I made this recipe to the letter because I didn't want to alter nutritional value. Unfortunately, I should've trusted my instincts when reading the ingredients. This recipe is fine if you REALLY like green Tabasco because that is literally all it tastes like. It could use a lot of tweaking. Possibly some cilantro, cumin, more garlic, more beans. But as is, it's very boring and I won't be making it again. There are others out there that are much better.
I added fresh cilantro and diced red pepper. next time I will try green onion as suggested above to see which way I like it better.
This is really good - my husband was very weary to try this because he is a very traditional chili guy (our favorite Chili recipe is CL's All American Chili) and thought 'what's the point' in trying this because he loves our regular chili so much. This was so tasty - the cornmeal really adds that special touch that makes this so good. I made the spicy jalapeño cornbread as a side and it was a great, easy, weeknight meal! Definitely a keeper!
Really good. The chicken came out really tender.
This is an easy version of White Chicken Chili that you can quickly throw together and it's great. I have modified as follows to serve more people and it turns out great. My family LOVES this recipe and I serve it with sweet corn-bread. 4 cups low sodium chicken broth (instead of 2) 6 t green tabasco sauce (instead of 5) 2 cups chicken (I cut up a whole rotisserie cooked chicken to save time) 2 15-oz cans cannellini beans drained and rinsed (a little more than called for) low-fat sour cream (instead of yogurt)
Besides using a little more chicken (1 1/2 lbs) and less beans (15oz), I followed the recipe this first time and my husband and I both loved it. I was worried that he was going to find it too bland, but the green Tabasco gave it a nice subtle, spicy kick....he actually said it was, "restaurant quality" and "one of the best new things you've made in a while." (and I try LOTS of good recipes) Will make again, no alterations, and will cook for company for sure! ...and to be sure your sauce is thick, bring to a boil then simmer after you've added the cornmeal.
This was very good and easy to make. I left out the green Tabasco, only because I have a 2 year old eating it. My husband added hot sauce to his bowl. Otherwise, i followed directions. I did shred the chicken b/c so many recommended it and we liked it shredded. Next time I will double the recipe, we like to be able to freeze some.
My husband and I both love this dish. I'm not a big fan of spicy dishes - especially white chili, which I think of as more of a mild dish - and this one fits the bill for me! It's so quick and simple, too. I highly recommend it, even without any substitutions or changes.

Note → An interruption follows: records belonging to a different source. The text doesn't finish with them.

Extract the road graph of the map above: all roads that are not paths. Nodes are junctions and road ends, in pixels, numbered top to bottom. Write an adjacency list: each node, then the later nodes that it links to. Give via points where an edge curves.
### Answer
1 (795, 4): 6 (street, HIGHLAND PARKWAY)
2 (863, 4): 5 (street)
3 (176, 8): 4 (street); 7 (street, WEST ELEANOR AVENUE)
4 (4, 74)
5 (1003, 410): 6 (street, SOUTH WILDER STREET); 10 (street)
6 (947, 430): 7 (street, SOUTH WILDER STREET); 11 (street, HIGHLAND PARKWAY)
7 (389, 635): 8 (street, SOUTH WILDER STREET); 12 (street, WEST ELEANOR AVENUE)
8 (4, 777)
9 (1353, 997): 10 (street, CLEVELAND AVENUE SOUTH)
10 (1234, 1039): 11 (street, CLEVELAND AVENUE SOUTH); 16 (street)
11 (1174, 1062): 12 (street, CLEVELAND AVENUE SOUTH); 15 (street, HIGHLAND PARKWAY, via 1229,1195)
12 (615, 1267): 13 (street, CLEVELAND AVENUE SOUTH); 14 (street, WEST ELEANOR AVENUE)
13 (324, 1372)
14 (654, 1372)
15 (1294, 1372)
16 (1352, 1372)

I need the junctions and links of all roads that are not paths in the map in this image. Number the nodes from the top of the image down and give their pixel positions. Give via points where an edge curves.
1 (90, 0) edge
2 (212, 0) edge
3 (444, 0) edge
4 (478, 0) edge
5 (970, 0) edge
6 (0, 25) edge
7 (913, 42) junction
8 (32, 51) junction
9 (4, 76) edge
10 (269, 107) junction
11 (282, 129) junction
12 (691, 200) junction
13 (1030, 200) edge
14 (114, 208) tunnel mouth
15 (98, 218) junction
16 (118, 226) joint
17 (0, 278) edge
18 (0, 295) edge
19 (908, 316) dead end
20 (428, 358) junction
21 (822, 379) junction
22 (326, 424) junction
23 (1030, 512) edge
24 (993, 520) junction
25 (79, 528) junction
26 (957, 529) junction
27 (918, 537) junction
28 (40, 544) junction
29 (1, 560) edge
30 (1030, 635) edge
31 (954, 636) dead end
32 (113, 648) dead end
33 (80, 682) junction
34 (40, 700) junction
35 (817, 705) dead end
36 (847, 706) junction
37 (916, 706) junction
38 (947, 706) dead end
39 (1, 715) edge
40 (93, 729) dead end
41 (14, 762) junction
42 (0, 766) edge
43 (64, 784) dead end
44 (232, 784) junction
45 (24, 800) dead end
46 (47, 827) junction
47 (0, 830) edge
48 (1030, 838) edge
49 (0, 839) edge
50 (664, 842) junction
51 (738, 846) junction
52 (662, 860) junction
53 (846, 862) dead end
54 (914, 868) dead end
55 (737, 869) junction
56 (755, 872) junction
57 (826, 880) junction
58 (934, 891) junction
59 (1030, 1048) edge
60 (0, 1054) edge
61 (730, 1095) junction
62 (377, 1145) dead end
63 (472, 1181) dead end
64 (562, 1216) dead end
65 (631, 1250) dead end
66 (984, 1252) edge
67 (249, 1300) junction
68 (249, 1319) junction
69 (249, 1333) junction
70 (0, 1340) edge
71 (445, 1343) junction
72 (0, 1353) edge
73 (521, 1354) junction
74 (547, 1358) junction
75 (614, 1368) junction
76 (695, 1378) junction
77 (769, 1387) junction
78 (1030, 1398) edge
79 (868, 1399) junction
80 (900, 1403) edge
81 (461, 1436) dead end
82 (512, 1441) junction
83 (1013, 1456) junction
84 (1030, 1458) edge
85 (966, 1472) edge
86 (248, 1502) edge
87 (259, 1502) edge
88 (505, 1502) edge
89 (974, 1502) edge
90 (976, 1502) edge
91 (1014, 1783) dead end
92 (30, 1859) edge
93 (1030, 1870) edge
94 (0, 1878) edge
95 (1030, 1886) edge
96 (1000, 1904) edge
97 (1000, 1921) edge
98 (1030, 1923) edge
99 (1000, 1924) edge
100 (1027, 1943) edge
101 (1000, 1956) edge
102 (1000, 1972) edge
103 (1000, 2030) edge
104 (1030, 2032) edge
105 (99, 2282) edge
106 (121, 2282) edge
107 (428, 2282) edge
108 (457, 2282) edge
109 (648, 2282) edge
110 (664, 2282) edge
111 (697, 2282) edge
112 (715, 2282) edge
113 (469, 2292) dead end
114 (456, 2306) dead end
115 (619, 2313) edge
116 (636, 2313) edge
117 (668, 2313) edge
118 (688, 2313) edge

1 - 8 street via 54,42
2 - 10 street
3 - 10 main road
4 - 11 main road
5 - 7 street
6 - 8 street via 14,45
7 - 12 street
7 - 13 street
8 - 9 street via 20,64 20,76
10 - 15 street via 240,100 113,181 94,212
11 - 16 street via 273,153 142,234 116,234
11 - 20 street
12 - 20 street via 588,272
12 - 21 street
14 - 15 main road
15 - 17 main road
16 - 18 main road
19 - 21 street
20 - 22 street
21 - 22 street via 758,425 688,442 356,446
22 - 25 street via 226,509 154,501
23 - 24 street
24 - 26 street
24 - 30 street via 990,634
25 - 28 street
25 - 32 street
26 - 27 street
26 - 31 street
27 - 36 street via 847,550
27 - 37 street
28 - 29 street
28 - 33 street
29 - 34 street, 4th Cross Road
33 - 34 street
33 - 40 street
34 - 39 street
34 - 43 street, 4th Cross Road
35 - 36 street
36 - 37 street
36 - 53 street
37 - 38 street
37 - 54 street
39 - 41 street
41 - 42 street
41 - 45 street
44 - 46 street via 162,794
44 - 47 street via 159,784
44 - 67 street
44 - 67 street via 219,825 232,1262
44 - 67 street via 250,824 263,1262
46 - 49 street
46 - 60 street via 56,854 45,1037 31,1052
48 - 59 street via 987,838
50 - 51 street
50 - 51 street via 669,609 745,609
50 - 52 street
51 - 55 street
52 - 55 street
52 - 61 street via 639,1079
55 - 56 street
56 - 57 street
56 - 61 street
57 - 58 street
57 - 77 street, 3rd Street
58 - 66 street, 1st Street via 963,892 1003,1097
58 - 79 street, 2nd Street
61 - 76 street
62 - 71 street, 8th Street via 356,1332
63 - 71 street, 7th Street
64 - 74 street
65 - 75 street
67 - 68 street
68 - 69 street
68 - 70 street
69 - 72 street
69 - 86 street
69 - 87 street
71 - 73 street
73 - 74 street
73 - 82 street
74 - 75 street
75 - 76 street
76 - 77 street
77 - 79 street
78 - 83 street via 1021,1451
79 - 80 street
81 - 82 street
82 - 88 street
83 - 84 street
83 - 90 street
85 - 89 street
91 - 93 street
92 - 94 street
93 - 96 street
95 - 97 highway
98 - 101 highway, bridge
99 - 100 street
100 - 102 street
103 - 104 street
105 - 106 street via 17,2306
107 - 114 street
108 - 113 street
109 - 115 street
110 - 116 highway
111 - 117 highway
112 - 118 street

Very good and stores well for leftovers.
Great, easy recipe. Freezes well!
I've made this chili twice, and I've altered it both times because the way the recipe is written doesn't lend a lot of flavor to the chili. I added a large green bell pepper (chopped), 1 1/4 tsp. cumin, and 1/2 tsp. chili powder. Both times, it was delicious, and my husband is begging me to make it again! In my opinion, it definitely needs the added flavor from the cumin and chili powder, and the lime juice at the end is a must!
Yum. A simple recipe that will become a household staple. I reduced the total amount of beans and upped the chicken for a less carb-y meal, still high in lean protein.
This is a solid recipe - but not fantastic. A good, family meal with potential for more pizzazz by adding extra garlic, diced red bell pepper, some marjoram. I also used chipotle Tabasco sauce (4 teaspoons) that imparted a nice smokey flavor.
I give this recipe 5 stars, but I did modify it a bit. I added pinto beans in addition to the white beans and I also added half a can of diced green chiles (just because I like their flavor in white chili). I also used scallions instead of regular onions and shredded the chicken before adding it back in. I also mashed some of the beans a bit near the end of cooking to help thicken the chili. I served this with buttermilk cornbread and it made a fantastic tasting and pretty easy to prepare meal.
I was a bit disappointed with the recipe. At first it seemed to be onion chicken broth with beans. I had to thicken with cornstarch and probably over did it, but at least it was a chili and not a soup. I thought it had too much onion. Other than that, it's a good recipe. I used great northern beans because I live in a small town and it's hard to get ingredients that seem common, but aren't here. I wonder if I would have seen a difference using the beans called for in the recipe. Didn't have the type of cornmeal called for either, used regular. My husband liked it and had 2 servings.